I’m bullish on Gold, here’s why

The broad market captured a solid sessions of
gains yesterday, although resistance of their June 15 highs caused the major
indices to give back some of its advance during the final hour of trading. The
Nasdaq Composite advanced 1.6%, while both the S&P 500 and Dow Jones Industrial
Average closed 1.0% higher. As we often see on strong days in the market, small
and mid-caps led the way higher. The Russell 2000 gained 1.8% and the S&P Midcap
400 rallied 1.9%. Each of the major indices finished in the upper third of their
intraday ranges, but well off their highest levels.

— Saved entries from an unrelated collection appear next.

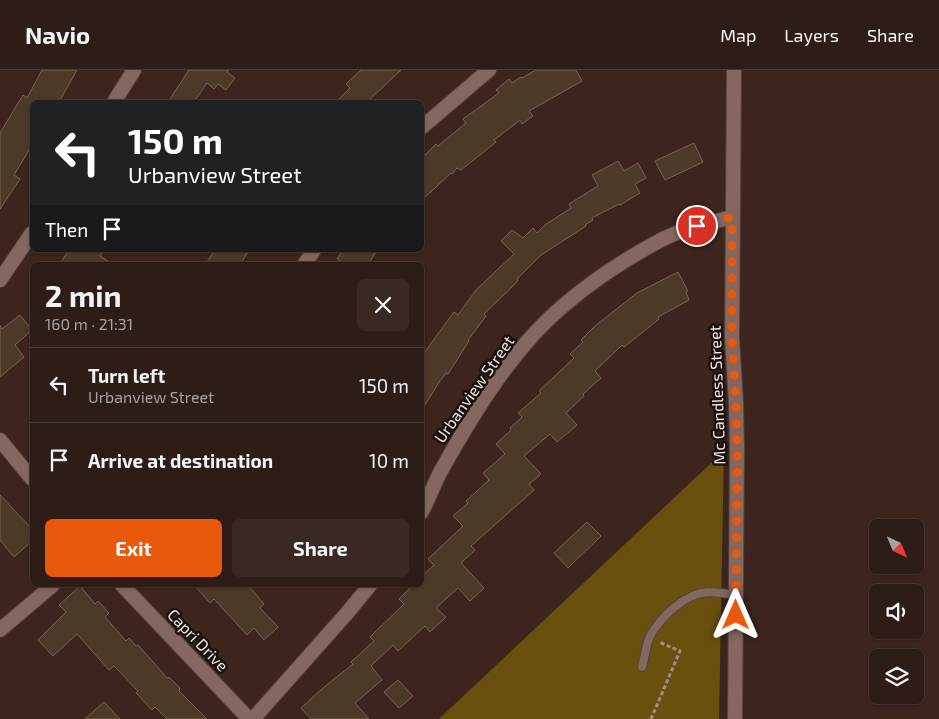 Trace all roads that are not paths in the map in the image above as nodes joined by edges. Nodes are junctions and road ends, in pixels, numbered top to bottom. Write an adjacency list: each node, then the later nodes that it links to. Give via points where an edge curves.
1 (134, 70): 4 (street)
2 (489, 70): 5 (street)
3 (734, 70): 6 (street, Mc Candless Street)
4 (115, 100)
5 (424, 125)
6 (732, 217): 11 (street, Urbanview Street, via 662,240 598,278 562,306 510,364 471,419 440,471); 15 (street, Mc Candless Street, via 732,338 737,447)
7 (30, 236): 8 (street)
8 (0, 280)
9 (0, 440): 10 (street)
10 (30, 477)
11 (424, 507)
12 (51, 587): 16 (street)
13 (124, 587): 18 (street, Capri Drive)
14 (368, 587): 18 (street)
15 (736, 595): 17 (lane, via 709,592 686,599 666,615 650,637); 19 (street, Mc Candless Street)
16 (0, 630)
17 (642, 667)
18 (251, 719)
19 (735, 719)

Total volume in the NYSE rose by 11%, as volume in the Nasdaq was 17% higher
than the previous day’s level. The higher volume gains across the board enabled
both the S&P and Nasdaq to register bullish “accumulation days” yesterday.
However, it is important to note that turnover in both exchanges still came in
below 50-day

moving average
levels. If institutional buying was in full swing,
volume levels would have spiked much more significantly and the closing
price action would have been stronger as well. Nevertheless, overly positive
market internals confirmed the bulls definitely had the balance of power. In the
Nasdaq, advancing volume exceeded declining volume by a wide margin of 9 to 1.
The NYSE ratio was positive by more than 4 to 1.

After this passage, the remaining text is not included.